SALT LAKE CITY (AP) — Four Salt Lake City firefighters say one of their own stations caught fire because the city ignored codes on storing oily rags and the blaze endangered lives because officials failed to install enough smoke detectors.
The men have filed notice of a potential lawsuit against the city over the March 2015 fire.
They say officials didn't bring the downtown fire station up to code when it was renovated in 2011, and didn't put any smoke detectors on the floor where firefighters were sleeping when it started.
City officials question the accuracy of the claims, but Mayor Jackie Biskupski is willing to listen to the firefighters' concerns, said spokesman Matthew Rojas.
The four were among nine emergency workers at the station, one of the oldest in the city, when the fire started.

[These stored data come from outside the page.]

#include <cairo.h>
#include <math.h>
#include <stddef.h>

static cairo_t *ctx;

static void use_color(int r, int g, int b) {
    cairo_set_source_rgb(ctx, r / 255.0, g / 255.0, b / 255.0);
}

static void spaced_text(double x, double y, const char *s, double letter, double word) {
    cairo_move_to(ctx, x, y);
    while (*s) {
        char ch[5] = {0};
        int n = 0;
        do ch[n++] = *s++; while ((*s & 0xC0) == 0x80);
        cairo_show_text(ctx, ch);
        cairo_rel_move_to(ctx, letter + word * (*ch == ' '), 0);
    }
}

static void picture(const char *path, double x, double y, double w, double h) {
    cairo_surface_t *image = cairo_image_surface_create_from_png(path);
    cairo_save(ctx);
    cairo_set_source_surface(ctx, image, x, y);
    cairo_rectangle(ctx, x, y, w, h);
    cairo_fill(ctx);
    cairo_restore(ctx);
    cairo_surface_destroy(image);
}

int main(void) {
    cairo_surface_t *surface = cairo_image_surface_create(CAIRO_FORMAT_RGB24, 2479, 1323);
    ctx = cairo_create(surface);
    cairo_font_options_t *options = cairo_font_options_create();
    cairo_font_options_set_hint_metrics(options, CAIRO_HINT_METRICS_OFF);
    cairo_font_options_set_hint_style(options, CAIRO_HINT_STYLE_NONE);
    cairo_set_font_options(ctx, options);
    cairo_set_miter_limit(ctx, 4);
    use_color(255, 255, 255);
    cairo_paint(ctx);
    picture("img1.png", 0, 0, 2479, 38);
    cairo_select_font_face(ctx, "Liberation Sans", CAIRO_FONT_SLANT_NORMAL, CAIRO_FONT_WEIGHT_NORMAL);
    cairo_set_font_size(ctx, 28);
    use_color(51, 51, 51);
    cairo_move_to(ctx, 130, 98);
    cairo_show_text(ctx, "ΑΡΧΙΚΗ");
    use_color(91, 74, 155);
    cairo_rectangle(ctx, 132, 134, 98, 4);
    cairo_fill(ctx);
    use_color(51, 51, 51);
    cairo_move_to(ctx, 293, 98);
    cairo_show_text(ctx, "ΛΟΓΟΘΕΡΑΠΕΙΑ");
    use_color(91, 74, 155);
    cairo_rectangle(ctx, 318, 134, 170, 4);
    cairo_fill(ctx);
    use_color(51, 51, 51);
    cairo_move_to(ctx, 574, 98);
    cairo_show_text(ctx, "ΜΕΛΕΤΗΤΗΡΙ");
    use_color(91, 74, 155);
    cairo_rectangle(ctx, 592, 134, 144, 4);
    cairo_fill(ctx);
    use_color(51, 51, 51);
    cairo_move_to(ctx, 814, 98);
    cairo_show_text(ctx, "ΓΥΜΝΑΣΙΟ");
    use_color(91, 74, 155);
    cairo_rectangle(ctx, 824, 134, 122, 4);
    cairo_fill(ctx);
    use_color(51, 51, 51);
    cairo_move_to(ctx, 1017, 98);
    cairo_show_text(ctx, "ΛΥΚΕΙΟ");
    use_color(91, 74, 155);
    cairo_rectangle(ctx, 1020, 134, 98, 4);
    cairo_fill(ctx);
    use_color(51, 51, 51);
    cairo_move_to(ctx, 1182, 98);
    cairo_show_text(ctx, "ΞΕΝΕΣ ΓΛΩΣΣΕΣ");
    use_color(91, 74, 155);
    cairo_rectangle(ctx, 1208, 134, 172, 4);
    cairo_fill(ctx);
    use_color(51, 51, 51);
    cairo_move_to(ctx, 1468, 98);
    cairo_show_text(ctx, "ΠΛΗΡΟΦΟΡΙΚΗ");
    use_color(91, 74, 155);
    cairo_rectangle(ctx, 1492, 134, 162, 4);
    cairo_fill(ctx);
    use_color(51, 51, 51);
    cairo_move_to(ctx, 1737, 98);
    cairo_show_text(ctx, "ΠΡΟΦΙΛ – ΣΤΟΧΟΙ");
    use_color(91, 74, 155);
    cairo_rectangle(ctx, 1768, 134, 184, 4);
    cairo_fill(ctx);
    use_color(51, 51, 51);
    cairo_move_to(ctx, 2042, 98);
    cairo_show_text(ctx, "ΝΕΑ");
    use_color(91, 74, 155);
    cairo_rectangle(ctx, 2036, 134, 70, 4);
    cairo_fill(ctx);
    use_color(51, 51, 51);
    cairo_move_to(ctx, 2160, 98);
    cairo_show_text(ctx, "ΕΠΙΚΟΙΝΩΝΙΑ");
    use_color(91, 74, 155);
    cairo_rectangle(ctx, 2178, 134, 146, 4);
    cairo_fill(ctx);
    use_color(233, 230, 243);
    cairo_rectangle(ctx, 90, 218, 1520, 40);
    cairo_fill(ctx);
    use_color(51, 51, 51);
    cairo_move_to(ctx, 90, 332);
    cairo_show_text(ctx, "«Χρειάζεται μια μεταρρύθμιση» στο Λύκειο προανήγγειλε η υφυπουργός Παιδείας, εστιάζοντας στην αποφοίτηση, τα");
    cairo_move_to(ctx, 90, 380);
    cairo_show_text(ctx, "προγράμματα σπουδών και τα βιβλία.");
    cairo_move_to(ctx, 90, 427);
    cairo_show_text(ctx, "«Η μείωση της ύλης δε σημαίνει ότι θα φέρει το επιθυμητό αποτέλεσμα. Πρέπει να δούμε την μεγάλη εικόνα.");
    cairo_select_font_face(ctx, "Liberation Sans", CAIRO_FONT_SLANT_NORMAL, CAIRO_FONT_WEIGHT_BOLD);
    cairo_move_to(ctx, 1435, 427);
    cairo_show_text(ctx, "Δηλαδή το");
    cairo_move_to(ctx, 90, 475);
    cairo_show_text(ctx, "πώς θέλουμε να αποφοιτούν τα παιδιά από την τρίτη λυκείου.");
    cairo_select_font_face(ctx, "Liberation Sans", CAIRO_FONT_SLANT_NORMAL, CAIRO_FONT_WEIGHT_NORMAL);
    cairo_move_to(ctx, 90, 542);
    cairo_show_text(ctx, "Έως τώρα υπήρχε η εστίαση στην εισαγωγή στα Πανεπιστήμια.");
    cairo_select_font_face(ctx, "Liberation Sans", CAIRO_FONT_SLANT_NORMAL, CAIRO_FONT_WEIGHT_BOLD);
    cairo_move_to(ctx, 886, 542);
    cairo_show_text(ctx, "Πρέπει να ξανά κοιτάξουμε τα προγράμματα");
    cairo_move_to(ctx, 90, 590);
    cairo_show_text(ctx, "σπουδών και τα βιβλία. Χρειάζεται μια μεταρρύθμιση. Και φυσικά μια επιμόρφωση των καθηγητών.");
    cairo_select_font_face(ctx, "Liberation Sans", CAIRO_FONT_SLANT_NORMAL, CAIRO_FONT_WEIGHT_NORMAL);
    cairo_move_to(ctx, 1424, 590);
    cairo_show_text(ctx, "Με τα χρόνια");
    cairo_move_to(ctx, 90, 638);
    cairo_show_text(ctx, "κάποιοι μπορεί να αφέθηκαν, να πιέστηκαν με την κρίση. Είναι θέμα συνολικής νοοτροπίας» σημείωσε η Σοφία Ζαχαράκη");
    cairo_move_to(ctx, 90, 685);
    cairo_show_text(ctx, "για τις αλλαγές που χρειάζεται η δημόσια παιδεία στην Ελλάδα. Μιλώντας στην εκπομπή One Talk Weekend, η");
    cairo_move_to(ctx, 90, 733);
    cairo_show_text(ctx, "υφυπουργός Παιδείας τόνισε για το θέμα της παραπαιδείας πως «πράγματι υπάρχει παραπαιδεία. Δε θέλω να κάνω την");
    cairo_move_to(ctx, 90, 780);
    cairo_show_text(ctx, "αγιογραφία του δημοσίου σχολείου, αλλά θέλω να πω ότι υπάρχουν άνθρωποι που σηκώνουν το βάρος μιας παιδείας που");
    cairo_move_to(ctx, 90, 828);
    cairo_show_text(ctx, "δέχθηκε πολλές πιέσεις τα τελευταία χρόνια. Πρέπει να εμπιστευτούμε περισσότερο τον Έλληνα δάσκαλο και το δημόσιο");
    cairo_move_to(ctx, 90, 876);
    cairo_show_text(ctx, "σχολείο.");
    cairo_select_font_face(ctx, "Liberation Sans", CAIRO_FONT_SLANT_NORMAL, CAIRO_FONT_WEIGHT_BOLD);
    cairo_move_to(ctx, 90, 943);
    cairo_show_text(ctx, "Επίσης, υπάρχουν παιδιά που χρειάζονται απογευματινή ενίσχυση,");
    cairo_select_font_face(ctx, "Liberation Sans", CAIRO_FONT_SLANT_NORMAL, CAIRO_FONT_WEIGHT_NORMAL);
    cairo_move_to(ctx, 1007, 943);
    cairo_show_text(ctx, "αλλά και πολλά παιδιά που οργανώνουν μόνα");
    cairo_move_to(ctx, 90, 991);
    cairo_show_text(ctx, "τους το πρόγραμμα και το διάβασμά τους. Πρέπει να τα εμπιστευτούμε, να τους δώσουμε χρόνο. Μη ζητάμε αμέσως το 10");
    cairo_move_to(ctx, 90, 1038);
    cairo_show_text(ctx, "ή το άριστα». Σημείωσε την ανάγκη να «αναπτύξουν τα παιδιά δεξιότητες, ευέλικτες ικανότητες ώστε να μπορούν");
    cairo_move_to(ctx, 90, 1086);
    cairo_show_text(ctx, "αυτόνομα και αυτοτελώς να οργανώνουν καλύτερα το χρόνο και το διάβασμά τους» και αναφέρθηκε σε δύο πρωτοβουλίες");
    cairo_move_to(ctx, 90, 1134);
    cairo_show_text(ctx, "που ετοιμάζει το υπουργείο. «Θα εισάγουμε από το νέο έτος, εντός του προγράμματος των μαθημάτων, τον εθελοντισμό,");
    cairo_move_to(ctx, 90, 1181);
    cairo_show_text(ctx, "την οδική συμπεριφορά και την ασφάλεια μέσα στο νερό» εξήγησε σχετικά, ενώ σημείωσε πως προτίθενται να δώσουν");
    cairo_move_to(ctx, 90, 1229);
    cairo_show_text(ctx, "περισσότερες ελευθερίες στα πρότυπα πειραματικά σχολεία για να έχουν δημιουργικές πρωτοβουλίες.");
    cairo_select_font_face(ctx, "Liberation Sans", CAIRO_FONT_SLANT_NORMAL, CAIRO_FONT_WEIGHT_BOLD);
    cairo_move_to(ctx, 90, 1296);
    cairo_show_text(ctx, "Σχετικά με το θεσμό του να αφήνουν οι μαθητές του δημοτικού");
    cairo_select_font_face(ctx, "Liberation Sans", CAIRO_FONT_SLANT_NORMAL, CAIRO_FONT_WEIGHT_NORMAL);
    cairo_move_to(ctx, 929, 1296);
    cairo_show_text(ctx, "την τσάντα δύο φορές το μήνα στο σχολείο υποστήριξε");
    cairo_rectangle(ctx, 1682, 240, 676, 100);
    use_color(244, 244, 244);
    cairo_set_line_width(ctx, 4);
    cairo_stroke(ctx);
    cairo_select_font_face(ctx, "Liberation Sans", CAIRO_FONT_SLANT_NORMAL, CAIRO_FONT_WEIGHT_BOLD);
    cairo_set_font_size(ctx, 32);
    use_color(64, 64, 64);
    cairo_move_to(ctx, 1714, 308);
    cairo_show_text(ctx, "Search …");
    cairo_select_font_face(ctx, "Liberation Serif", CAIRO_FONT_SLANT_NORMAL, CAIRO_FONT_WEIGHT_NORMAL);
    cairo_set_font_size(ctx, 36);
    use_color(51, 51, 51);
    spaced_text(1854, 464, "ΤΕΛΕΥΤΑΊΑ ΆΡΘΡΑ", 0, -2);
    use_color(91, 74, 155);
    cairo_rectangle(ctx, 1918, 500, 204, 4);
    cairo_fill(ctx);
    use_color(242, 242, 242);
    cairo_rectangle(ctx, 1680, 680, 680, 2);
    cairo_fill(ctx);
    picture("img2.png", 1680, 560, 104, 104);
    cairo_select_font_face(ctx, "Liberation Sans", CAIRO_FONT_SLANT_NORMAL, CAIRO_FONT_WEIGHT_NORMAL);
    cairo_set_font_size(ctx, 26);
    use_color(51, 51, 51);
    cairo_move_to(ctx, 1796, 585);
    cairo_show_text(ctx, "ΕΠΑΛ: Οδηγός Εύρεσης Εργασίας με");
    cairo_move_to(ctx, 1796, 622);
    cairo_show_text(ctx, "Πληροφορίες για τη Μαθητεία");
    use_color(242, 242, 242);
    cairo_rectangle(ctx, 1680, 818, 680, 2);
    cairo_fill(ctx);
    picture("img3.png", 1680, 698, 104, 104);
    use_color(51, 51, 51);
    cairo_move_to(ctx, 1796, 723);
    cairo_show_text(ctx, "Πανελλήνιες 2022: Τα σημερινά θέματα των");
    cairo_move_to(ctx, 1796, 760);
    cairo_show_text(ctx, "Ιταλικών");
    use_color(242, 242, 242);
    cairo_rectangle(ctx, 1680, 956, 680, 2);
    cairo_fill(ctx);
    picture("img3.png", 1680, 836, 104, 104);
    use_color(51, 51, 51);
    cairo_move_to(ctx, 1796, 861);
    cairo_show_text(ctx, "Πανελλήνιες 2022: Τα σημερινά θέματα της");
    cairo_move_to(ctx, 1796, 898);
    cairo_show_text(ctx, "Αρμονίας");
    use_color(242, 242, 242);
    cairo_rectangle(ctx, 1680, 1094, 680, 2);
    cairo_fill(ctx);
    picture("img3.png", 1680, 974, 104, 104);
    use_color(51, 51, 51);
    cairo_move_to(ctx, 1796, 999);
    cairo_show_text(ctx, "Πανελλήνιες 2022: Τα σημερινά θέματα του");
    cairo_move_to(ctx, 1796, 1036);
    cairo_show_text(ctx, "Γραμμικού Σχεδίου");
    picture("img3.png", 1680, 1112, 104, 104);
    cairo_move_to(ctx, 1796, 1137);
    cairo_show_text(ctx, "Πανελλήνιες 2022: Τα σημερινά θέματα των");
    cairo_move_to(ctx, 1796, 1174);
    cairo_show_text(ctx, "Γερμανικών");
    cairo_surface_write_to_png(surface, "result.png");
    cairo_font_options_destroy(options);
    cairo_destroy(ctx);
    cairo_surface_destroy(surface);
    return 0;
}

It caused extensive damage and the building remains closed more than a year later.
One of the firefighters, Steve Hoffman, says four fires have been sparked by oily rags at city stations since 2011.
Hoffman said his request for air-tight containers to safely store the flammable material at the station was refused.
Salt Lake City Chief Brian Dale denied that, but said that each fire station has now been equipped with proper storage.
Hoffman and the other firefighters — Kyle Marston, Jim Williams and Gregory Holmes — also claim that there were no smoke detectors in their sleeping quarters and many people were awakened by their co-workers rather than alarms.
Some firefighters suffered smoke inhalation in the blaze.
The fire chief said in a statement that the station's smoke detectors were up to code, though Dale couldn't say exactly how many alarms there were or where they were located.
The firefighters' claims were first reported by the Salt Lake Tribune.